Each hostmetrics receiver runs inside the agent pod on every node, giving us node-specific insights.

Deploy the OpenTelemetry Gateway

1. Why Deployment Mode?

Deployment Mode is used for centralized collection, aggregation, and export of telemetry data.
Unlike the DaemonSet agent, which runs on each node, a Deployment collector can scrape and process cluster-wide metrics.

2. Create a ServiceAccount, ClusterRole, and ClusterRoleBinding

To use the k8s_cluster receiver, the collector must have permission to access Kubernetes objects like nodes, pods, namespaces, etc.

What is a ServiceAccount in Kubernetes?

A ServiceAccount in Kubernetes is an identity used by pods to authenticate and interact securely with the Kubernetes API. While every pod gets a default ServiceAccount, you often need to create custom ones with specific RBAC (Role-Based Access Control) permissions for security and least privilege.

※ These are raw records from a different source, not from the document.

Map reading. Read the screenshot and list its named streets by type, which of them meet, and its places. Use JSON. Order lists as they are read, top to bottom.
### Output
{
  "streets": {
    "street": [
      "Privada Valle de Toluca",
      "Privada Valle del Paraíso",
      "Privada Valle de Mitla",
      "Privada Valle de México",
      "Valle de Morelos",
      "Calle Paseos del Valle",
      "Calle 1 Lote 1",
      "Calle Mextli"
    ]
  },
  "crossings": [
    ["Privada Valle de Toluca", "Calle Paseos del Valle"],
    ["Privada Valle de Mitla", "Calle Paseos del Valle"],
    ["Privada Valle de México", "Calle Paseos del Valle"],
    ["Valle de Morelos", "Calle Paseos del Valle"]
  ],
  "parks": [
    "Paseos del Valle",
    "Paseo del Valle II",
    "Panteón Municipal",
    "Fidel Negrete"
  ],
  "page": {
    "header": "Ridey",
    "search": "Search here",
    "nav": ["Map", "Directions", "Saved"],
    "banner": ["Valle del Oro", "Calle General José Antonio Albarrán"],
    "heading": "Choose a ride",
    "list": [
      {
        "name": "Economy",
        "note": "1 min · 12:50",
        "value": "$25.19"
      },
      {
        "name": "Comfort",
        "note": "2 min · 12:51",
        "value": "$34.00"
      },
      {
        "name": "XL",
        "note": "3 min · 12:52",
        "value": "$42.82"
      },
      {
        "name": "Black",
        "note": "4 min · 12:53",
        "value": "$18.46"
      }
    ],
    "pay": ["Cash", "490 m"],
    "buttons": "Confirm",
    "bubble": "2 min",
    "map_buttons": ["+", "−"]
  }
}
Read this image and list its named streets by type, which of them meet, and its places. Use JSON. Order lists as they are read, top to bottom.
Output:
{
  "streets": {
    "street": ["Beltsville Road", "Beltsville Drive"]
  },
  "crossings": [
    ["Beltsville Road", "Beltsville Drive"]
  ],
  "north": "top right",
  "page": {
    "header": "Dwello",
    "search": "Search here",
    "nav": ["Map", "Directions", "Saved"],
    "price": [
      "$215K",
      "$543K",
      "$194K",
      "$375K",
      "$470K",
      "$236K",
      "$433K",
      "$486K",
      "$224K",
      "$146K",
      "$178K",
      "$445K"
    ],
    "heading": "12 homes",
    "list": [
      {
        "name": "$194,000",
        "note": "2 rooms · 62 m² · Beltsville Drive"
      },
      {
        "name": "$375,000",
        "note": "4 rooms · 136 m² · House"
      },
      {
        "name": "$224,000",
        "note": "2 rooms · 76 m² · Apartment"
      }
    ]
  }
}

In our case, the OpenTelemetry Collector needs to read cluster state—like nodes, pods, and namespaces—to collect metrics using the k8s_cluster receiver. So, we create a dedicated ServiceAccount and bind it to a ClusterRole with read-only access to those resources. This ensures our collector can operate properly without over-privileging it.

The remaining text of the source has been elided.